▸ **TASK OBJECTIVE**
What is needed is a verbatim copy of all the records.

———

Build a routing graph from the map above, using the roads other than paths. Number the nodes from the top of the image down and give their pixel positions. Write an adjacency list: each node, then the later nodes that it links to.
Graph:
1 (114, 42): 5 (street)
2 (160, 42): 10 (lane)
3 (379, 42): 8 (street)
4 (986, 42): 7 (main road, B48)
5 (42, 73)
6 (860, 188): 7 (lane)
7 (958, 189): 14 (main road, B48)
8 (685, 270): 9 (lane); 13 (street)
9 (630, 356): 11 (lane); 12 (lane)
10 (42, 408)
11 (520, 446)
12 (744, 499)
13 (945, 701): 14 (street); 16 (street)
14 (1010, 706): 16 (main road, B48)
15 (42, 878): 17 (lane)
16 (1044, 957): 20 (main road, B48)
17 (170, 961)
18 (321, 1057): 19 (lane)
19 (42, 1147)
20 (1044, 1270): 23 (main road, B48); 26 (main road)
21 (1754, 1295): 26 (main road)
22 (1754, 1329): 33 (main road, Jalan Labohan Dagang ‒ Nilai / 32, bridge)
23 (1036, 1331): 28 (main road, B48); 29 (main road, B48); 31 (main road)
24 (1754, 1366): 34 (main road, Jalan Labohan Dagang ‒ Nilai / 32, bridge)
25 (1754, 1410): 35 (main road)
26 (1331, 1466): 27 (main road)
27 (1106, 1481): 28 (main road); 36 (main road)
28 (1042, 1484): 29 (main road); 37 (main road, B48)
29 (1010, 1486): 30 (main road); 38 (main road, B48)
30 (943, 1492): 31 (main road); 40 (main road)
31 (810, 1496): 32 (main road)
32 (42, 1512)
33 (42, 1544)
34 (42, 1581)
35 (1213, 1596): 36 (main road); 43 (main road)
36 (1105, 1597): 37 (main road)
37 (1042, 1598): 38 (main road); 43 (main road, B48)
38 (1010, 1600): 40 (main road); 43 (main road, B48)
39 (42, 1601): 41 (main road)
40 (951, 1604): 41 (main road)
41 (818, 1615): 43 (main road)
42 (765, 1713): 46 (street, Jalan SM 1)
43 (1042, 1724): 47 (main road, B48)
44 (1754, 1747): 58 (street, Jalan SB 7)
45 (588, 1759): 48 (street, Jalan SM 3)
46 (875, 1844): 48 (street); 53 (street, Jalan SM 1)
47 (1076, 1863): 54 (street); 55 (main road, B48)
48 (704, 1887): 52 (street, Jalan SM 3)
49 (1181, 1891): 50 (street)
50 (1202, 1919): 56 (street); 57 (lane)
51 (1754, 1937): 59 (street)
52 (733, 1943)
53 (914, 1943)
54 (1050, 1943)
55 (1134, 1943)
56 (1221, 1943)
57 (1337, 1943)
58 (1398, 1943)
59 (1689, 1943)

———

▸ **FINAL ANSWER**
Build a routing graph from the map above, using the roads other than paths. Number the nodes from the top of the image down and give their pixel positions. Write an adjacency list: each node, then the later nodes that it links to.
Graph:
1 (114, 42): 5 (street)
2 (160, 42): 10 (lane)
3 (379, 42): 8 (street)
4 (986, 42): 7 (main road, B48)
5 (42, 73)
6 (860, 188): 7 (lane)
7 (958, 189): 14 (main road, B48)
8 (685, 270): 9 (lane); 13 (street)
9 (630, 356): 11 (lane); 12 (lane)
10 (42, 408)
11 (520, 446)
12 (744, 499)
13 (945, 701): 14 (street); 16 (street)
14 (1010, 706): 16 (main road, B48)
15 (42, 878): 17 (lane)
16 (1044, 957): 20 (main road, B48)
17 (170, 961)
18 (321, 1057): 19 (lane)
19 (42, 1147)
20 (1044, 1270): 23 (main road, B48); 26 (main road)
21 (1754, 1295): 26 (main road)
22 (1754, 1329): 33 (main road, Jalan Labohan Dagang ‒ Nilai / 32, bridge)
23 (1036, 1331): 28 (main road, B48); 29 (main road, B48); 31 (main road)
24 (1754, 1366): 34 (main road, Jalan Labohan Dagang ‒ Nilai / 32, bridge)
25 (1754, 1410): 35 (main road)
26 (1331, 1466): 27 (main road)
27 (1106, 1481): 28 (main road); 36 (main road)
28 (1042, 1484): 29 (main road); 37 (main road, B48)
29 (1010, 1486): 30 (main road); 38 (main road, B48)
30 (943, 1492): 31 (main road); 40 (main road)
31 (810, 1496): 32 (main road)
32 (42, 1512)
33 (42, 1544)
34 (42, 1581)
35 (1213, 1596): 36 (main road); 43 (main road)
36 (1105, 1597): 37 (main road)
37 (1042, 1598): 38 (main road); 43 (main road, B48)
38 (1010, 1600): 40 (main road); 43 (main road, B48)
39 (42, 1601): 41 (main road)
40 (951, 1604): 41 (main road)
41 (818, 1615): 43 (main road)
42 (765, 1713): 46 (street, Jalan SM 1)
43 (1042, 1724): 47 (main road, B48)
44 (1754, 1747): 58 (street, Jalan SB 7)
45 (588, 1759): 48 (street, Jalan SM 3)
46 (875, 1844): 48 (street); 53 (street, Jalan SM 1)
47 (1076, 1863): 54 (street); 55 (main road, B48)
48 (704, 1887): 52 (street, Jalan SM 3)
49 (1181, 1891): 50 (street)
50 (1202, 1919): 56 (street); 57 (lane)
51 (1754, 1937): 59 (street)
52 (733, 1943)
53 (914, 1943)
54 (1050, 1943)
55 (1134, 1943)
56 (1221, 1943)
57 (1337, 1943)
58 (1398, 1943)
59 (1689, 1943)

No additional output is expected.